Cytat:
2013-04-16 08:08:24, ie2ox4 napisał(a):
Cytat:
2013-04-15 23:30:11, ewamik napisał(a):
Mozna sprawic,ze maz nie spojrzy na inna. I niewazne,ze to rok czy 10lat po slubie.
Skoro ja swojego meza poderwalam ,to powinnam to robic caly czas,zeby ten zar nie wygasl.
Tak da sie zrobic.

A po drugie nie trzeba od razu biec i bzykac inne. Rownie dobrze mozna robic sobie dobrze i myslec o zonie.
Zdradzic mozna rok po slubie jak i ....kilka dni przed slubem,ale tez 11lat po slubie do glowy nie przyjdzie zdrada.
A tu skoro podjeli taka decyzje to znaja sie i ufaja.Tymbardziej jak juz Ewelina powiedziala-to nie pierwsze ich rozstanie na jakis okres. Niech juz Was glowa o to nie boli .
Pozostaje trzymać kciuki lub skrzyżowane palce za ich związek. Tylko żeby nie krakać to nie powiem...
Ewa... "...Rownie dobrze mozna robic sobie dobrze i myslec o zonie...", a być z inną a myśleć o żonie to już zdrada, czy tylko "robienie sobie (no fakt i jej) dobrze?
Ok ...czyli ida tym tropem...moj maz rowniez mnie zdradzil,tak? Bo jak kazdy facet tak robi,to i on rowniez?
Nie trzeba byc tak plytkim i myslec,ze jedyna forma dogodzenia sobie jest wlozenie swojego penisa w inna kobiete na czesc zony.
Troche fantazji....
W tej chwli jest mi Was szkoda...Waszych zon i mezow.

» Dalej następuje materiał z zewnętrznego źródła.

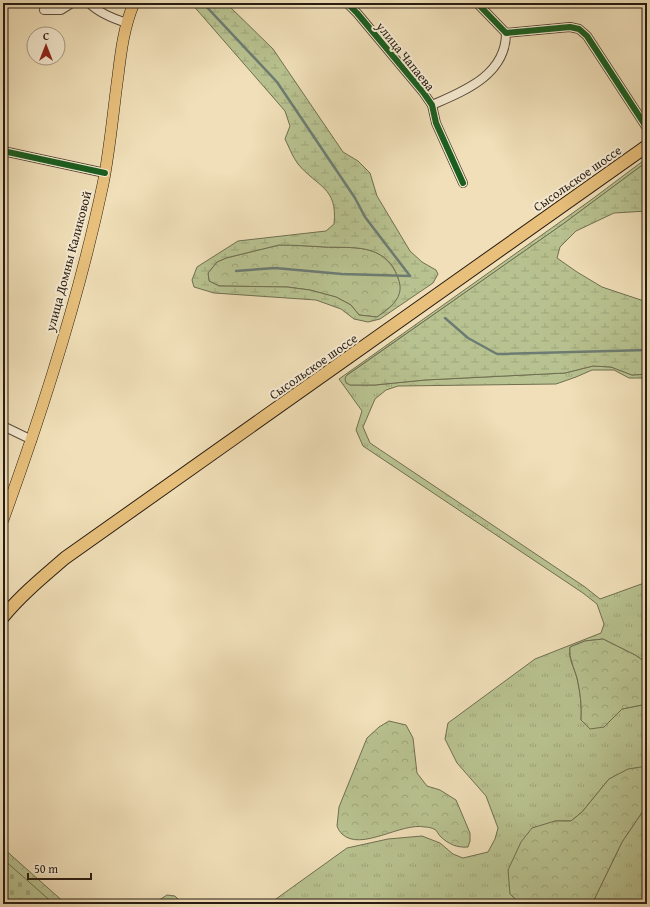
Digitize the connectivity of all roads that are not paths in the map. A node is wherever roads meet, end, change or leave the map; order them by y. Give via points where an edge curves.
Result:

Kurcze,na serio jestem szczesciara. Mam faceta,ktory juz 12lat biega za mna jak szalony.....Jeden nazwie go frajerem,bo"przy jednej dziurze i kot zdechnie",natomiast inni widza w nim faceta totalnie zakochanego we wlasnej zonie
.
Z kim Wy sie pobieracie? Normalnie szkoda mi Was. A moze jestescie takimi slabeuszami w lozku ,ze facet szuka dogodzenia sobie gdzie indziej?
Troche fantazji ....

Tylko wspolczuje...tyle w Was zolci,goryczy.... przez pryzmat wlasnej osoby ,wlasnego doswiadczenia ,widzicie inne zwiazki tak samo .
Na serio istnieja mezczyzni,dla ktorych przysiega malzenska jest najwazniejsza.
Istnieja faceci,ktorych podnieca tylko i wylacznie zona i nie zaryzykuja zdrady,poniewaz zabilyby ich wyrzuty sumienia.
A ta zona powinna postarac sie,zeby maz myslal tylko i wylacznie o niej.
Ale frajerow spotykacie na swojej drodze....!
Wiem,ze takich pelno . A skad wiem? Jestem kobieta i widze w mezczyznach twkie psy,spuszczone z lancucha. Serio,brzydze sie takimi facetami. Widze jak sa latwi...takie meskie dziwki. Nie trzeba sie wiele naprodukowac.
Chyba nie sa dojrzali emocjonalnie. W glowi im tylko zaliczenie kolejnej kobiety i maja gdzies przysiege malzenska.